而在大牢内的,除了赵大刚,其他衙役和犯人直接倒在了地上,所以赵大刚的尖叫没人回应。
“不……不……”
赵大刚惊恐地看着周围的一切,被吓得整个人蜷缩在牢房的一处角落里。
“嘻嘻嘻嘻嘻嘻……”一阵诡异的嬉笑声传来,在安静的牢房内显得很是突兀。
赵大刚就看着在牢门外面出现了一个人头。
人头的脸很是惨白,耳朵鼻子也都没了,空洞的双眼滴着鲜血,死死地盯着赵大刚。
嘴巴也流着大量的鲜血,笑地很是诡异和扭曲,并且发出嬉笑的声响。
怎么看怎么恐怖。
赵大刚瞬间脸色发白,如坠冰窟,恐怖已经布满了他的全身。
“赵大刚,我来找你了哦。”
人头直接穿过牢门,没有半点阻拦,下一瞬,就冲到了赵大刚的跟前。
“啊!!!”
赵大刚直接把眼睛闭上,恐惧的尖叫声回荡在整个牢房。
过了许久,赵大刚发现自己没事,以为那人头已经不见了,才又慢慢睁开眼睛。
一睁开,便看见人头距他只有一厘米的距离。
“嘻嘻嘻……你在害怕呦。”人头继续朝着他诡异地笑,张开血盆大口咬下了他的一根胳膊。

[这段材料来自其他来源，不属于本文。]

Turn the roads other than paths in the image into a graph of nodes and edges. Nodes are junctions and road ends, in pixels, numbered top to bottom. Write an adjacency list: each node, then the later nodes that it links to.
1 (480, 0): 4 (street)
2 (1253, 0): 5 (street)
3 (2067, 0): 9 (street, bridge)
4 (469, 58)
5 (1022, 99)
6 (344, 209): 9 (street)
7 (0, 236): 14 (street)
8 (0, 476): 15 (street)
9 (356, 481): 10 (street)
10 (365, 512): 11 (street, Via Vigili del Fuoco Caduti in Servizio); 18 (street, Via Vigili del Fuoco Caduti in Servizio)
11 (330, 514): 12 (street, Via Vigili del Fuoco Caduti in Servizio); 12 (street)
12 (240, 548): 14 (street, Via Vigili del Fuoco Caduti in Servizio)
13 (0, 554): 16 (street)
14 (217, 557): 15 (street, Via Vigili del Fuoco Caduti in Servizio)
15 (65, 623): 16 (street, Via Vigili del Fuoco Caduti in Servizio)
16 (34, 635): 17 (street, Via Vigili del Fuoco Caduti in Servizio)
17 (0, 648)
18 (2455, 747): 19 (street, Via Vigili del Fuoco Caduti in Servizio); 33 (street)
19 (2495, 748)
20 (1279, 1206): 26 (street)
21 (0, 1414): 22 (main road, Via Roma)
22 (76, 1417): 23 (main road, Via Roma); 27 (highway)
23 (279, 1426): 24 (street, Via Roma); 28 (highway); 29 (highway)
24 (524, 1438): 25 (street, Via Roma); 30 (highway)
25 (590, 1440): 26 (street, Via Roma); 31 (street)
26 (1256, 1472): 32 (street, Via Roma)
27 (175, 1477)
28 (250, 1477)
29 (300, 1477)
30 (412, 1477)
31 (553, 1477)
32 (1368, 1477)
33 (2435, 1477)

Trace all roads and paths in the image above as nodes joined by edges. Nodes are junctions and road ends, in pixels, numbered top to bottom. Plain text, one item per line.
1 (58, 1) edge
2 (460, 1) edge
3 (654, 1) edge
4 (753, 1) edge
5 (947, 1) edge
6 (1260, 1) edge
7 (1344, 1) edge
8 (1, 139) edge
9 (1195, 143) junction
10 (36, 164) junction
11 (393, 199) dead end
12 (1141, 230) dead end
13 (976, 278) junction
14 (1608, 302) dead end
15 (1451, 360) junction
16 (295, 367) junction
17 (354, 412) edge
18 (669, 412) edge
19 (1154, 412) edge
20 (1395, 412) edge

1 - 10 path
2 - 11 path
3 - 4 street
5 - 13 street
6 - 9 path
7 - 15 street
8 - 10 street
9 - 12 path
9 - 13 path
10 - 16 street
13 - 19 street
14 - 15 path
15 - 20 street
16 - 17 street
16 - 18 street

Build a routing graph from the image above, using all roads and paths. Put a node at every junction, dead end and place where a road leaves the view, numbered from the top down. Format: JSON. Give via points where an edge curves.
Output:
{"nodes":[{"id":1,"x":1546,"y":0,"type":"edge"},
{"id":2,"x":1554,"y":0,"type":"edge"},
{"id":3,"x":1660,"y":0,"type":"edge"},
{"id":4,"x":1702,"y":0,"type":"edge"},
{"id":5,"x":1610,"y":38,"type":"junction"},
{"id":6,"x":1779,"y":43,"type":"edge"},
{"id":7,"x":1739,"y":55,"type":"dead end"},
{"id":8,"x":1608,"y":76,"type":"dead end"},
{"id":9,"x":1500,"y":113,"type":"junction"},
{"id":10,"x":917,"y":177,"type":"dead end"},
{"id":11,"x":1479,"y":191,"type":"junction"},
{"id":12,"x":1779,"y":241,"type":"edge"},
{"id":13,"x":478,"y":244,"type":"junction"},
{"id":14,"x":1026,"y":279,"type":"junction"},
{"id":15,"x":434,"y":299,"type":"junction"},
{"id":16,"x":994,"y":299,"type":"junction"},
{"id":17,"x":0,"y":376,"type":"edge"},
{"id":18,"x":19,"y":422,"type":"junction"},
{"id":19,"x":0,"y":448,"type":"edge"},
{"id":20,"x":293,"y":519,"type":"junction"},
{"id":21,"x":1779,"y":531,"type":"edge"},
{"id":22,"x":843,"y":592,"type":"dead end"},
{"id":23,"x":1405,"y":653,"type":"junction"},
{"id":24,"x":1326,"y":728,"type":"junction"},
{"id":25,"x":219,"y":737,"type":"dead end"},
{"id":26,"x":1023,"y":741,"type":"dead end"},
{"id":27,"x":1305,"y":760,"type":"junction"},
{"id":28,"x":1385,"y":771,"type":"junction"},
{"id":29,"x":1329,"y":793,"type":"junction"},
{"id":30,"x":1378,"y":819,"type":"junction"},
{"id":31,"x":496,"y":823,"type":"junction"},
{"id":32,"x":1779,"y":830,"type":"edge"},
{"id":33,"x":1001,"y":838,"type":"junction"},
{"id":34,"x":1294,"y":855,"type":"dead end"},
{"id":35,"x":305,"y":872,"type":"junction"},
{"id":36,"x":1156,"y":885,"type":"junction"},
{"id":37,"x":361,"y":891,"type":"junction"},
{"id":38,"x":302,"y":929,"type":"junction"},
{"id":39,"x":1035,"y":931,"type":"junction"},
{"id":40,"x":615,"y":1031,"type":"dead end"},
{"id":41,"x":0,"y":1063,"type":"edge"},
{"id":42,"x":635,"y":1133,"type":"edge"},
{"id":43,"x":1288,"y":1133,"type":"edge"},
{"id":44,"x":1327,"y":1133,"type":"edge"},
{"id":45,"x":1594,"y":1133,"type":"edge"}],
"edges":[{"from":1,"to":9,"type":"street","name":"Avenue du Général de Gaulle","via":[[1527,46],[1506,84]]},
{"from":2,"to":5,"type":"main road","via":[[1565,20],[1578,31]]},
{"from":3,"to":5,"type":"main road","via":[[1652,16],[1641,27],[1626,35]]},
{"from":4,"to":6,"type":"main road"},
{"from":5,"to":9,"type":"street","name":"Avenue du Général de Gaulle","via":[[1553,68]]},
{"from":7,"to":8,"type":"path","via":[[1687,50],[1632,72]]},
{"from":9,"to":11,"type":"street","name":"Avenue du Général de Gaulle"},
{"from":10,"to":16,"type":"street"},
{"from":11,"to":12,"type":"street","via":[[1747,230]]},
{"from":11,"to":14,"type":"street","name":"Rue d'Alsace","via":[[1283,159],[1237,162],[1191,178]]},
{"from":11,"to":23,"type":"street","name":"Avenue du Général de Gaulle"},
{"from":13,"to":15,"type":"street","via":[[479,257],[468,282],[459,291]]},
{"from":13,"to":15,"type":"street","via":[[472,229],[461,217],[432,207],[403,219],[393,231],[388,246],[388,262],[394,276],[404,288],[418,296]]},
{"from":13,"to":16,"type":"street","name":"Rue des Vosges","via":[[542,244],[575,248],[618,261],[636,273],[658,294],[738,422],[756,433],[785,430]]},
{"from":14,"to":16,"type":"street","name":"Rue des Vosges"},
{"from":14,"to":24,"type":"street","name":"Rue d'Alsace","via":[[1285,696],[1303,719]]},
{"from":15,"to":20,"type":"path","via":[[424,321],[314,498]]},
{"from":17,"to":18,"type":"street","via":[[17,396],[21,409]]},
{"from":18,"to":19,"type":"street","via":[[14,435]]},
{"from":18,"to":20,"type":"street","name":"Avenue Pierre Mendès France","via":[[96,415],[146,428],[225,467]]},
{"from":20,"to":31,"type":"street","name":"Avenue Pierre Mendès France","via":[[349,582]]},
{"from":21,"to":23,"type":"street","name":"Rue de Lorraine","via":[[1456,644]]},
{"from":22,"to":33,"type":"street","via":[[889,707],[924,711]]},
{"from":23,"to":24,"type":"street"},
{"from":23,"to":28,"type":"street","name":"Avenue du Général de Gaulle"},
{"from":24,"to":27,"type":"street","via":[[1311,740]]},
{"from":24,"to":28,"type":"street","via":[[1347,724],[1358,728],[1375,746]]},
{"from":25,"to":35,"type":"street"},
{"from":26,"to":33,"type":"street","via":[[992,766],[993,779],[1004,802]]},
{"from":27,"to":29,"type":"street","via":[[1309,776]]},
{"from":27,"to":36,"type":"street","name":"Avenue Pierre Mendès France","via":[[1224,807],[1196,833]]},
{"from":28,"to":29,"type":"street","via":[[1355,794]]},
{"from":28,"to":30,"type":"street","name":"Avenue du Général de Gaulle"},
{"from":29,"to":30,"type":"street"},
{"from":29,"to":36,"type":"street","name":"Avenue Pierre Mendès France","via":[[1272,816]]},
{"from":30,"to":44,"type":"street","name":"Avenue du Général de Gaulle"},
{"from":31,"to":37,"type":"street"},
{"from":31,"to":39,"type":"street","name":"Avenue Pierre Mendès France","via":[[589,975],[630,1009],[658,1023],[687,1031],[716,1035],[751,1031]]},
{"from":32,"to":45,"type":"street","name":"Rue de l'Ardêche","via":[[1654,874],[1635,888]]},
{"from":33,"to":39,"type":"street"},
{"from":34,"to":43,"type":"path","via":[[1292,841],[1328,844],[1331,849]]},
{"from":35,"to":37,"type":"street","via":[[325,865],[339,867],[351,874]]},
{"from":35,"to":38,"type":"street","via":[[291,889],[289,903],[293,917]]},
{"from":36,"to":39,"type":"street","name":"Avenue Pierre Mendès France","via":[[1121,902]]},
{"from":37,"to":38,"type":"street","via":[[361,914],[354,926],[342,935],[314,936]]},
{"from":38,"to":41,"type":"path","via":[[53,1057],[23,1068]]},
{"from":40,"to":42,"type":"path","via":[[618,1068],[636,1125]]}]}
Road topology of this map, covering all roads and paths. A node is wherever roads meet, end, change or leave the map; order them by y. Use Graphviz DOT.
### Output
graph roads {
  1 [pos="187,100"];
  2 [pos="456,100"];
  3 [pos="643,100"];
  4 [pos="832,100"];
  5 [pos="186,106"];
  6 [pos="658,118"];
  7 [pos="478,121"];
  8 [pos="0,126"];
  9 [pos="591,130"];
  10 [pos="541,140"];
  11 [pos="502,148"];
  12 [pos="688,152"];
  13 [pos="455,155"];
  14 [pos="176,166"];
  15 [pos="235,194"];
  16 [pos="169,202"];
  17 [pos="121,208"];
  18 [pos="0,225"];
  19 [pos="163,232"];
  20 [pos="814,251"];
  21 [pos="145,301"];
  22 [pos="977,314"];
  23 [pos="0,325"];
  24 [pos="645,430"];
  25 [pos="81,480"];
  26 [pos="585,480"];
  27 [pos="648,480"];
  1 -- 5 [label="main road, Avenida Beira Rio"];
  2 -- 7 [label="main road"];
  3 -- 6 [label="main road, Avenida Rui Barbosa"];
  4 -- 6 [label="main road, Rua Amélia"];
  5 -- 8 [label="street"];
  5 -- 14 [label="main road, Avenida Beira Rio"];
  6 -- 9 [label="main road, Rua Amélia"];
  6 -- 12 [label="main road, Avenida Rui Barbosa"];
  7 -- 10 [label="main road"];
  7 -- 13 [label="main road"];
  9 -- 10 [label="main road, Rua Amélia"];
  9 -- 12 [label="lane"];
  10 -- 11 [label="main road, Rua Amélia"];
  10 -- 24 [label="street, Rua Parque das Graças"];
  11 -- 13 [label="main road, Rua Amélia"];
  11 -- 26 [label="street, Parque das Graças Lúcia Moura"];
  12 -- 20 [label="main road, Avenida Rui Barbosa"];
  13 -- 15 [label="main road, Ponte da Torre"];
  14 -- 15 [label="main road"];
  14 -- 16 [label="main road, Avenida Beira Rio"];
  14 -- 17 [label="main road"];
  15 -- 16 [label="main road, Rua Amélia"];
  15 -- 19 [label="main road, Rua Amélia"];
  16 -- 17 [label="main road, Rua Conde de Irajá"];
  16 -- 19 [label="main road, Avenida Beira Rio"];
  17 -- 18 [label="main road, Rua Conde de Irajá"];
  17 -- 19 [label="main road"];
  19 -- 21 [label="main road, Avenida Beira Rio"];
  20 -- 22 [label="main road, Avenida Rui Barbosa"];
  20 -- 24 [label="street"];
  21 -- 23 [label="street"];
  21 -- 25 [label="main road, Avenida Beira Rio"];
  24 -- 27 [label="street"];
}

咀嚼了几口,然后皱了下眉头,将胳膊吐到了赵大刚身上,委屈地说:“难吃极了。”
“啊啊啊啊……”剧烈的疼痛使得赵大刚冷汗直流,浑身抖着跟筛子似的。
继而看清了这人头的面孔就是张秋娘。
所以,是张秋娘来向他索命了。
“我这副尊容可是你亲自弄的,怎么,现在你害怕了?”谢琅满意地看着赵大刚对她的恐惧,然后开始用阴森地语气嘲弄。
“不不不……秋娘我错了,你放过我好不好,你已经杀了我儿子,我们的恩怨已经抵消了。”
恐惧已经蔓延了赵大刚的全身,他不顾自己正在流血的胳膊,朝着谢琅的方向一直求饶。
“饶过你?你所施加给张秋娘的痛苦就算凌迟也无法抵偿,居然还有脸求饶。”
谢琅很不理解对方的厚脸皮,既然对方脸皮那么厚,是不是应该把它扒下来啊。
想到这,谢琅就笑得更加诡异起来了。
而这笑,在赵大刚眼里,就是索命的征召。